Photo of Anna Firth Anna Firth Ceidwadwyr, Southend West

I am very pleased that we have got to this important part of the Bill, which deals with owners and directors tests. I am conscious that we may be about to come on to the provisions that I am about to support. I would be grateful if I could say my piece now, and then not come back to it. Perhaps you could guide me, Mr Sharma.

Photo of Anna Firth Anna Firth Ceidwadwyr, Southend West

It relates to clause 37, so I will wait.

Photo of Stuart Andrew Stuart Andrew Assistant Whip, Parliamentary Under Secretary of State (Department for Culture, Media and Sport), Parliamentary Under Secretary of State (Department for Business and Trade) (Minister for Equalities)

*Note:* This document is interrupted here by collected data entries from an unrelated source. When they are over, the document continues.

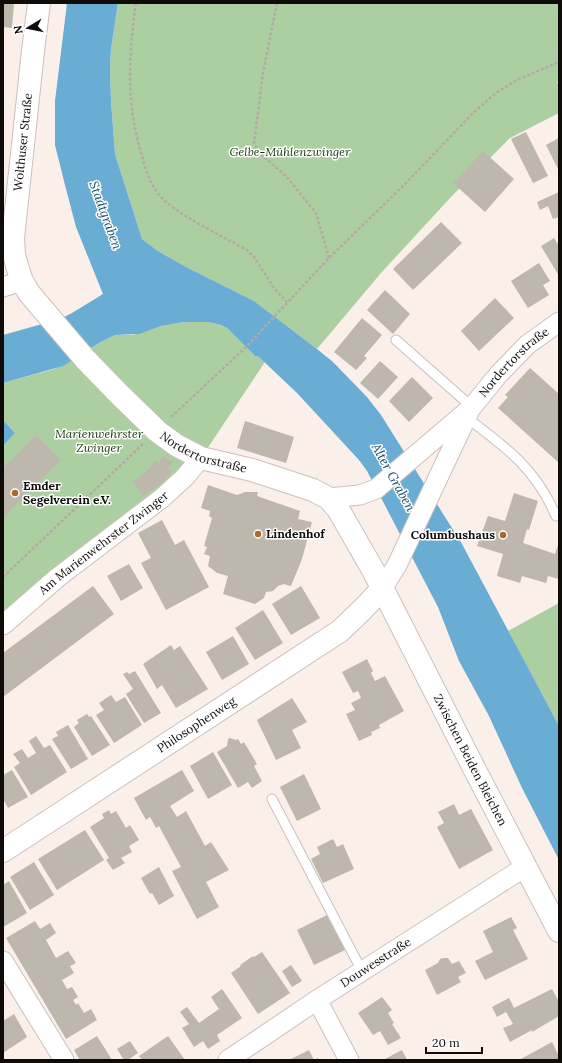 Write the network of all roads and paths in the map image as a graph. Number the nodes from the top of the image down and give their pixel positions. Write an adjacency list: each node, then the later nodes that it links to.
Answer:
1 (39, 3): 6 (street, Wolthuser Straße)
2 (136, 3): 7 (path)
3 (277, 3): 5 (path)
4 (559, 62): 5 (path)
5 (328, 258): 7 (path)
6 (13, 284): 11 (street, Nordertorstraße)
7 (287, 302): 11 (path)
8 (559, 322): 10 (street, Nordertorstraße)
9 (396, 340): 10 (lane)
10 (469, 413): 13 (street, Nordertorstraße); 14 (lane); 16 (street, Nordertorstraße)
11 (157, 431): 12 (street, Nordertorstraße); 15 (path)
12 (201, 458): 13 (street, Nordertorstraße); 17 (street, Am Marienwehrster Zwinger)
13 (328, 498): 16 (street, Nordertorstraße)
14 (556, 516)
15 (3, 577)
16 (382, 589): 19 (street, Philosophenweg); 20 (street, Zwischen Beiden Bleichen)
17 (3, 625)
18 (272, 800): 23 (lane)
19 (3, 851)
20 (525, 866): 21 (street, Zwischen Beiden Bleichen); 23 (street, Douwesstraße)
21 (559, 931)
22 (3, 961): 25 (street)
23 (362, 971): 24 (street, Douwesstraße)
24 (317, 1000): 26 (street, Douwesstraße); 27 (street)
25 (64, 1060)
26 (228, 1060)
27 (349, 1060)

Everyone is obviously getting so excited that they are getting ahead of themselves. To be fair, I understand why. It is important to acknowledge what my hon. Friend the Member for Chatham and Aylesford said about the many people who put themselves forward to support their local football club to build and become competitive. They are hugely important to the local communities in which they are based. We should acknowledge that there are many who do that well and with the best of intentions—even those who make mistakes, as the hon. Member for Sheffield South East said. Their intention is right.

We are focusing on ensuring that owners and directors tests get to the heart of the detail that we need. The test will be much stronger with the regulator, which will have access to information from statutory organisations such as the National Crime Agency, as the hon. Member for Barnsley East mentioned. She asked about the Premier League continuing with its own owners and directors test. It can continue with it if it wishes. I note that the EFL has made a different decision, because it recognises that the tests that the regulator will provide will get much more detail and information than the leagues may be able to. Because the tests will be statutory, they will take primacy.

Photo of Stephanie Peacock Stephanie Peacock Shadow Minister (Digital, Culture, Media and Sport)

I appreciate that clarity. I also appreciated the intervention from the hon. Member for Folkestone and Hythe. Richard Masters’s comments to the Committee about two green lights are welcome, but it is important that the Bill is clear on this point and that we are clear about it in Committee, so the Minister’s comments are welcome.

Question put and agreed to.

Clause 26 accordingly ordered to stand part of the Bill.